"A small sub-machine gun" captured on a distant battlefield was at the centre of a controversy - and became a mystery - in a village near Dubbo that remains "fascinating" a century later.
The push to secure a World War I "trophy" for Wongarbon and defy an order of the government of the day in its placement is rich material for historian Peter Woodley.
To the PhD candidate it speaks volumes about "how people chose to relate their small community to cataclysmic world events".
In a twist, his research shows the gun was quietly removed later, and no one he has ever spoken to recalls it.
Mr Woodley, who was born and raised in the Dubbo region, is undertaking his degree through the Australian National University's School of History.
He is researching and writing a social history of Dubbo's rural hinterland between about 1880 and 1950.
For his work, he was investigating how WWI "affected local people's constructions of their own histories".
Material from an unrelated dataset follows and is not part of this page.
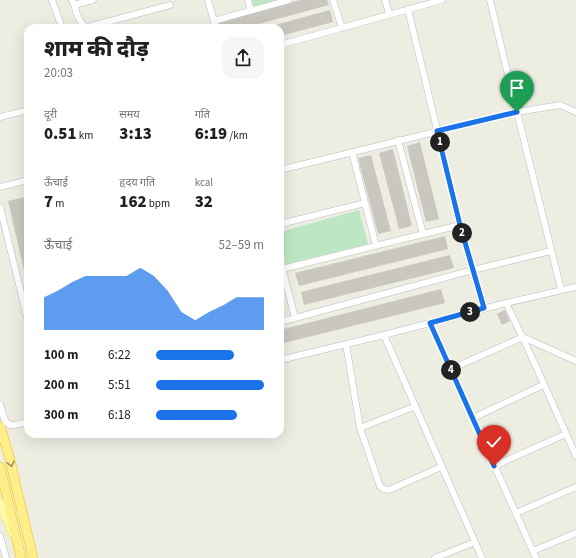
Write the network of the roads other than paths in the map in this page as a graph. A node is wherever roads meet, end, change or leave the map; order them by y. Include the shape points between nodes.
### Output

Mr Woodley said at the war's end a significant number of citizens of Wongarbon raised funds for a memorial, an obelisk which was still standing in the school grounds.
At the same time, the federal government agreed to thousands of captured, usually German, pieces of military hardware, at the time called "war trophies", being distributed to suburbs, towns and shires, he said.
Wongarbon was given a trophy and the local plan was to install it next to the memorial, but the NSW Labor government issued a directive to say weapons should not be displayed on school grounds.
"The people of Wongarbon took exception to that, and notwithstanding the objections of the school principal, who was speaking on behalf of his minister, they put the trophy in place anyway," Mr Woodley said.
"And for a short time... it sat there in the school yard, alongside the memorial.
"In time it was quietly removed, there's just one newspaper account that reveals it was taken away... I've not yet met anyone from the local district who recalls there ever having been such an item there.
...As a historian I find the whole thing fascinating, in terms of how people chose to relate their small community to cataclysmic world events.Peter Woodley
"...As a historian I find the whole thing fascinating, in terms of how people chose to relate their small community to cataclysmic world events.
"Through the wording on the memorial, through constructing the memorial itself, and by displaying the machine gun, they were very, very actively saying to themselves and the rest of the world, the people of Wongarbon... made our contribution, made our sacrifices in the context of this world event."
Mr Woodley also ponders the fate of the war trophy.
"Was it taken away and displayed somewhere else, was it sold for scrap metal, was it put in someone's shed, no one seems to know," he said.